Cp866 default coding in console
well yeah. Code page 866 doesn't include characters U+25A0, U+2610 or U+2612. So even if Java were using the correct encoding for the console (either because you set something like -Dfile.encoding=cp866
, or it guessed the right encoding, which it almost never manages), you couldn't get the characters out.
How to make characters in console look correct?
You can't.
In theory you could use -Dfile.encoding=utf-8
, and set the console encoding to UTF-8 (or near enough, code page 65001). Unfortunately the Windows console is broken for multi-byte encodings (other than the legacy locale-default supported ones, which UTF-8 isn't); you'll get garbled output and hangs on input.
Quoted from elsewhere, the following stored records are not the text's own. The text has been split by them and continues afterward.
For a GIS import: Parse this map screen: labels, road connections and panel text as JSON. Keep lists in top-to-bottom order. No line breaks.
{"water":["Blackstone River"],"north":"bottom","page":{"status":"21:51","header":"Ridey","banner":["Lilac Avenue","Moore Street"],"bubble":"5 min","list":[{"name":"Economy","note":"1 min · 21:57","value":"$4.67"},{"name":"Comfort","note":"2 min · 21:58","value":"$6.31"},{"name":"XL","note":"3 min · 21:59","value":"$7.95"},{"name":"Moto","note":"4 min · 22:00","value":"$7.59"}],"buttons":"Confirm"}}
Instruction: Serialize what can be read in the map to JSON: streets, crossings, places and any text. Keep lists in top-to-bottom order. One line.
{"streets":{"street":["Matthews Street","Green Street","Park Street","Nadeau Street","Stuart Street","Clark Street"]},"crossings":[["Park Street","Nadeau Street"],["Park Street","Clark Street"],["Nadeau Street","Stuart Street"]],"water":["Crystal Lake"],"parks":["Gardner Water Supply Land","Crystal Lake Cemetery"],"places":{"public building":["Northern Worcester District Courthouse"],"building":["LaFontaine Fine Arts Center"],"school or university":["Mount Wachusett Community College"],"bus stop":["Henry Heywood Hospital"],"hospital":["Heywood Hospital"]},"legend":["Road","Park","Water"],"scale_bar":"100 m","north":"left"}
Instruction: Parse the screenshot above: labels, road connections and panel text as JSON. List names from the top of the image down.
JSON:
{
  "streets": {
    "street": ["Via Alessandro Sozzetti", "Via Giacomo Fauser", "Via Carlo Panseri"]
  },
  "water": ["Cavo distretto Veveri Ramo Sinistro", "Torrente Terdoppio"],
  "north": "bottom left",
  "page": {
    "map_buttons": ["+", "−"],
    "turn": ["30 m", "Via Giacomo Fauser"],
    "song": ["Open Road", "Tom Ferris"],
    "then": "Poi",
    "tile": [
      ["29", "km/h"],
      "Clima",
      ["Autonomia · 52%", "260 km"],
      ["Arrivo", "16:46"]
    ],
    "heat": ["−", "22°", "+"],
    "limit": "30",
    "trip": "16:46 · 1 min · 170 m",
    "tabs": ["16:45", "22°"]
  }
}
This approach is normally unworkable.
The only reliable way to get Unicode to the Windows console is to skip the byte-based C-standard-library I/O functions that Java uses and go straight to the Win32 native WriteConsoleW interface, which accepts Unicode characters (well, UTF-16 code units, same as Java strings) and so avoids the console bugs in byte conversion. You can use JNA to access this API—see example code in this question: Java, UTF-8, and Windows console though it takes some extra tedious work if you want to make it switch between console character output and regular byte output for command piping.
And then you have to hope the user has non-raster fonts (as @Joey mentioned), then then you have to hope the font has glyphs for the characters you want (Consolas doesn't for U+2610 or U+22612). Unless you really really have to, getting the Windows console to do Unicode is largely a waste of your time.